# Safe Route Planning



## QC (Aug 27, 2009)

http://www.securitymanagement.com/news/safe-route-planning-afghanistan-way-006064

08/25/2009 - Wired.com's Danger Room blog has a short post up that may interest security professionals in VIP protection who plan routes for a living.

The article concerns a Marine officer in Afghanistan's new hi-tech but low-cost improvement to a technique known as an "honesty trace," which helps avoid natural ambush points due to the country's tough topography.

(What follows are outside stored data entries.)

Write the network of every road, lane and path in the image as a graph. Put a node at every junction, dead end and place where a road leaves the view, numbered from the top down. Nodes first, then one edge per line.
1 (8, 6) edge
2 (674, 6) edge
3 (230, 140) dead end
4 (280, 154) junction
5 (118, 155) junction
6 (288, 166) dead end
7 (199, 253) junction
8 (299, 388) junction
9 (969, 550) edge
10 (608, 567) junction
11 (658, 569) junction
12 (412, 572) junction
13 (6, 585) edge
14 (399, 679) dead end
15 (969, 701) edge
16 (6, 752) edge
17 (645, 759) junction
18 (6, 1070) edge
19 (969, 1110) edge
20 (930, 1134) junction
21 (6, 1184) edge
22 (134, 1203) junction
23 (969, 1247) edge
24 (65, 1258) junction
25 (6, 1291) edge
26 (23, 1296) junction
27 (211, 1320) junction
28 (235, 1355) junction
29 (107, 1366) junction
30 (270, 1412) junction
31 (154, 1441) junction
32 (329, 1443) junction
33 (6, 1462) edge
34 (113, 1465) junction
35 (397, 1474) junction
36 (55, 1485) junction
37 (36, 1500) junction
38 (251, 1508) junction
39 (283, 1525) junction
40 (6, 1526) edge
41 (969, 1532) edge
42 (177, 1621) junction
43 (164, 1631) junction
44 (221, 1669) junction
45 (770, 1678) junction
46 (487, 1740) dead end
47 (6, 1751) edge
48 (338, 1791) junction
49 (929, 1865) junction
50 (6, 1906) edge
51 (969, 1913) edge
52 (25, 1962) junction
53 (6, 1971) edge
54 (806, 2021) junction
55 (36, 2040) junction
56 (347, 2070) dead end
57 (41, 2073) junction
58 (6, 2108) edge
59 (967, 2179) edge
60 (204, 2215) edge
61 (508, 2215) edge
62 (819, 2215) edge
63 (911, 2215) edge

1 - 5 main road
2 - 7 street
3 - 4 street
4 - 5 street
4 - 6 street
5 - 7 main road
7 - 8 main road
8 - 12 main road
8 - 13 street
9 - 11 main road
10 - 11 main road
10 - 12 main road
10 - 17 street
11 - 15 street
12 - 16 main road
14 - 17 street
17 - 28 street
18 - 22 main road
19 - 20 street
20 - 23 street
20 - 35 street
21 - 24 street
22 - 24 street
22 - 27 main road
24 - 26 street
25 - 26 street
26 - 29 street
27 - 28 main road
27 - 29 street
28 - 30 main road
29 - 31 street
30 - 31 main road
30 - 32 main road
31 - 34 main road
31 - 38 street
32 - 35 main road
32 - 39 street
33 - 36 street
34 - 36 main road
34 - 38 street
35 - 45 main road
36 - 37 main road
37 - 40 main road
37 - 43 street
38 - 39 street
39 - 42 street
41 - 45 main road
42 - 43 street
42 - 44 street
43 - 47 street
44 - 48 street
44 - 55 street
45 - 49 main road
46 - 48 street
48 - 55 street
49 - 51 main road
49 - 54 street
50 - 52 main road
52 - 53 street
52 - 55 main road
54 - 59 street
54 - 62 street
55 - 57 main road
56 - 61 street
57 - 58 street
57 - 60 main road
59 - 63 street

By using no more than an off-the-shelf Garmin GPS unit, a USB port, and a mapping software program like Google Earth, former Wall Street Journal reporter-cum-warrior Matt Pottinger devised a process that can map U.S. and British units' patrol routes so they avoid natural bottlenecks where the Taliban and other associated militants could plant roadside bombs or stage ambushes. 

Danger Room has more:

Changing up routes is standard in military operations, but creating “honesty traces” (a term borrowed from the British in Northern Ireland, who did the same thing with tracing paper) can help troops avoid falling into unexpected — and potentially deadly — patterns. This unclassified briefing — prepared for the 2nd Marine Expeditionary Brigade, but also for other International Security Assistance Force units — doesn’t involve much more than a Garmin GPS, a USB port and Excel spreadsheets.

The unclassified briefing also notes how important honesty traces are to safe route planning.

When you click on the link, check _unclassified briefing _for a link to the pdf


----------



## Pete S (Aug 27, 2009)

Taken from the presentation linked in the article:



> Honesty Traces plainly tell us which wadi crossings we gravitate toward, which stretches of desert we have traversed before, and which contours and chokepoints we and our sister units tend to repeatedly navigate.  Hence, the traces keep us honest.  They indicate where we should sweep for IEDs, where we might employ snipers, and where we should consider changing our route altogether.  In short, Honesty Traces are the single most effective tool you have for route planning.



This makes it sound like route planning is something we never used to do.

Usefull tool, but it sounds like it picks up for not knowing your job. 
"I don't have to plan my patrol route, I plug in the GPS and it tells me where to go."


----------



## Teufel (Aug 27, 2009)

I know Lt Pottinger, he is a real sharp cat.  He used to be a reporter for the wall street journal before he commissioned.  Anyway this is something we have been doing for years with falcon view (as I am sure you SOF guys have been doing), what Pottinger did was use google earth to get the technique out to the masses who don't/can't use falcon view to navigate.

Pottinger was the intel officer for the logistics trains in Helmand.  The problem in Afghanistan that Pottinger ran into was that his convoys would take routes that had choke-points that other units had repeatedly used.  With the new software, a convoy that went cross boundary could see what routes had been used and over used.  This helps the grunt who patrols the same piece of dirt every day and knows every inch of it but it really helps the convoy commander plan a route through unfamiliar territory as he has no idea what the soldiers in that area have been doing and where they have been going.


----------